(Items from a data source)
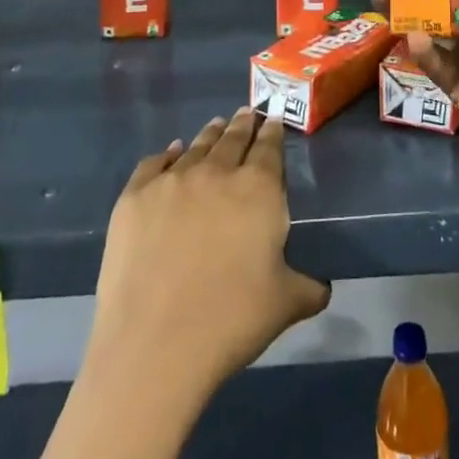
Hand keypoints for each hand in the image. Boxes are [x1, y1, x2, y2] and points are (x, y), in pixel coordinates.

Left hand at [88, 107, 330, 399]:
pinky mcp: (135, 197)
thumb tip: (323, 288)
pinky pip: (154, 163)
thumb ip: (307, 288)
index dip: (272, 132)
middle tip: (247, 112)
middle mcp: (217, 172)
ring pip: (197, 146)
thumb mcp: (284, 304)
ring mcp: (172, 181)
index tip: (273, 120)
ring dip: (210, 134)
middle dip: (243, 125)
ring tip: (216, 125)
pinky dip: (167, 154)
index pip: (269, 147)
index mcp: (258, 188)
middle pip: (233, 138)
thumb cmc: (230, 320)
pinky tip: (171, 151)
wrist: (154, 345)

• Your assignment:
The reply should repeat the data in full, exactly as given, and contain no pictures.

• Result for this task:
Hand keypoints for each hand in the image. Boxes are [x1, y1, x2, y2] and points are (x, y), in pixel coordinates.

Left hand at [88, 107, 330, 399]:
pinky mcp: (135, 197)
thumb tip: (323, 288)
pinky pip: (154, 163)
thumb ip: (307, 288)
index dip: (272, 132)
middle tip: (247, 112)
middle mcp: (217, 172)
ring pip: (197, 146)
thumb mcp: (284, 304)
ring mcp: (172, 181)
index tip: (273, 120)
ring dip: (210, 134)
middle dip: (243, 125)
ring tip: (216, 125)
pinky dip: (167, 154)
index pip: (269, 147)
index mcp: (258, 188)
middle pip: (233, 138)
thumb cmc: (230, 320)
pinky tip: (171, 151)
wrist: (154, 345)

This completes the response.